You cross your arms over your chest and huff through your nose. “Of course that’s all you focus on. What if it had been something dangerous?”
Satoru’s fingers curl in the edge of your shirt and tug gently, lower lip pushing out.
“But it didn’t.”
“You’re unbearable. At least tell me what I smell like to you?”
“Curious sweetheart?” He pulls at your shirt like a child asking for attention until you take the hint and straddle his lap, arms circling your waist and guiding you to lean into his chest. “Cinnamon rolls,” he says dreamily and nuzzles at your throat. His lips tickle your skin and a familiar warm lust lights up in his belly when you sigh.
“Cinnamon rolls?” You settle your elbows on his shoulders and tangle your fingers in soft, snowy white hair, scratching gently at his scalp.
“Yeah… like the ones you brought back for me after your mission last winter.”
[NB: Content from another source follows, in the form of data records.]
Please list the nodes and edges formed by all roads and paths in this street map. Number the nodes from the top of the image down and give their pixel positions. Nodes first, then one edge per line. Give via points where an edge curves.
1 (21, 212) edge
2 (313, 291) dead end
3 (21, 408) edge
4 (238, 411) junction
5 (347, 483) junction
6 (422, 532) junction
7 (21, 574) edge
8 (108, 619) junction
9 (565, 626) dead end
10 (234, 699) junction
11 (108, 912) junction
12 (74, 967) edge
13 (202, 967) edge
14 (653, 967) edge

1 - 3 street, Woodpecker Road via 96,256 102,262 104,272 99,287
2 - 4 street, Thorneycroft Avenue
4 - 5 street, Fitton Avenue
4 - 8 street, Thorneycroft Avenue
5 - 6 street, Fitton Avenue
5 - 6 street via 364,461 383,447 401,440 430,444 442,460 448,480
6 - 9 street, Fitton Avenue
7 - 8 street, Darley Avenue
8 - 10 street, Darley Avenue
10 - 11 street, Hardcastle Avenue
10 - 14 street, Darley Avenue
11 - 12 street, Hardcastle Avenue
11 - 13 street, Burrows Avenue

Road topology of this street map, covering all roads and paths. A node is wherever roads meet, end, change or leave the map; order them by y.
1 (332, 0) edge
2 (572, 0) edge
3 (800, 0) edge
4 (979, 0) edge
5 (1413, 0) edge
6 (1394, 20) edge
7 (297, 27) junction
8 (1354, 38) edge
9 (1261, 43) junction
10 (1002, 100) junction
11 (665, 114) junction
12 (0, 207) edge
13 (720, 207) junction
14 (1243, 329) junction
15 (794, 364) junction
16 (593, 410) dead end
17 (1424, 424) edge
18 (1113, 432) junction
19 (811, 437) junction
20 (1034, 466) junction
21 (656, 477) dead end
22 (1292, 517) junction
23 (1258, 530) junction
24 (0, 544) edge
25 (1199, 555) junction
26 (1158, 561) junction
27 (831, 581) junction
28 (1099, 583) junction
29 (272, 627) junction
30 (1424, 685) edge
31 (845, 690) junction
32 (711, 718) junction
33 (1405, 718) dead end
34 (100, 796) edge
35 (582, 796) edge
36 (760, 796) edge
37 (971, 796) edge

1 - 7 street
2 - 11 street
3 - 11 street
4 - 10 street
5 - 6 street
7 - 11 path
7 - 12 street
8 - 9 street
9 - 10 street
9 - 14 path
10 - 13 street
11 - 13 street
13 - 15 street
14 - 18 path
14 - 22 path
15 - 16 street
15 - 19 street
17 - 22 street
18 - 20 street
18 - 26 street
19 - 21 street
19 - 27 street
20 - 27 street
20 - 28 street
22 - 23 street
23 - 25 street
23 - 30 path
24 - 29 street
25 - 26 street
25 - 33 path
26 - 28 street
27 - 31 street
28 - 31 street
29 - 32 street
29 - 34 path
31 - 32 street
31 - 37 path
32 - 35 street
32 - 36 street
“That’s what you’re attracted to? Cinnamon rolls?” You ask incredulously, leaning your forehead on his temple.
“I had forgotten how shitty it was to be alone,” he says softly. “When you came home, I realized just how much you fill my heart. Whenever I smell cinnamon rolls, I remember how the for the first time in years, I was truly happy.” Satoru hugs you even tighter as he confesses.
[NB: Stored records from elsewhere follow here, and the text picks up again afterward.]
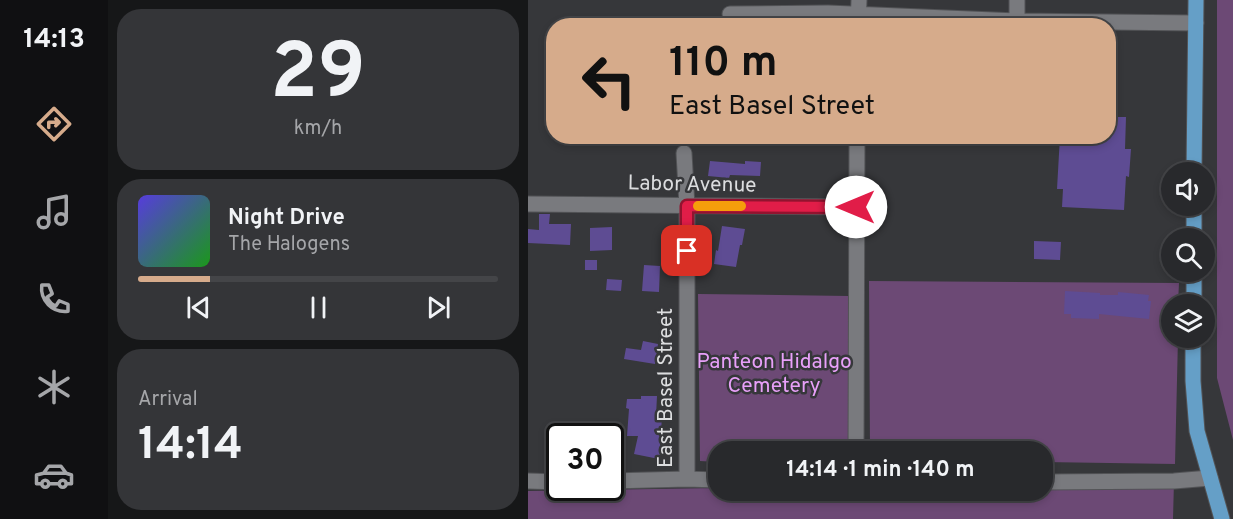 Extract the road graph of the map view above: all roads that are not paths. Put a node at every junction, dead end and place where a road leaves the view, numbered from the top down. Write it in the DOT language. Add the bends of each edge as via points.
graph roads {
  1 [pos="1017,0"];
  2 [pos="1196,0"];
  3 [pos="858,13"];
  4 [pos="730,14"];
  5 [pos="957,18"];
  6 [pos="1017,18"];
  7 [pos="1116,22"];
  8 [pos="1196,23"];
  9 [pos="857,144"];
  10 [pos="684,153"];
  11 [pos="1194,162"];
  12 [pos="528,204"];
  13 [pos="687,206"];
  14 [pos="856,207"];
  15 [pos="1193,348"];
  16 [pos="856,441"];
  17 [pos="1210,478"];
  18 [pos="687,479"];
  19 [pos="708,480"];
  20 [pos="528,481"];
  21 [pos="624,481"];
  22 [pos="546,482"];
  23 [pos="1053,482"];
  24 [pos="1222,519"];
  1 -- 6 [label="street"];
  2 -- 8 [label="main road"];
  3 -- 4 [label="street"];
  3 -- 5 [label="street"];
  7 -- 8 [label="street"];
  8 -- 11 [label="main road"];
  9 -- 14 [label="street"];
  10 -- 13 [label="street, East Basel Street"];
  12 -- 13 [label="street, Labor Avenue"];
  13 -- 14 [label="street, Labor Avenue"];
  13 -- 18 [label="street, East Basel Street"];
  14 -- 16 [label="street"];
  15 -- 17 [label="main road" via="1197,431"];
  17 -- 23 [label="street"];
  17 -- 24 [label="main road"];
  18 -- 19 [label="street"];
  18 -- 21 [label="street"];
  20 -- 22 [label="street"];
}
You pull back to frame his face with your hands, staring at him with what equates to literal hearts in your eyes, and Satoru bites the inside of his cheek, toes curling in his socks.
He’s certain he could melt into a puddle underneath you and his cock twitches at the thought, filling steadily out against his thigh. He grips your hips and tightens his fingers in an effort to not tear your clothes off.
Yet.
Your words are sincere and adoring when you whisper, “I love you, Satoru.”
Satoru is fucking gone.
He cradles the back of your head and wrenches you down into a bruising kiss, absolutely shameless in the way he pushes his tongue into your mouth and moans like a whore.
You even taste like sugary icing and he has the strongest urge to devour you — or let you eat him alive. He’s not sure which will win out.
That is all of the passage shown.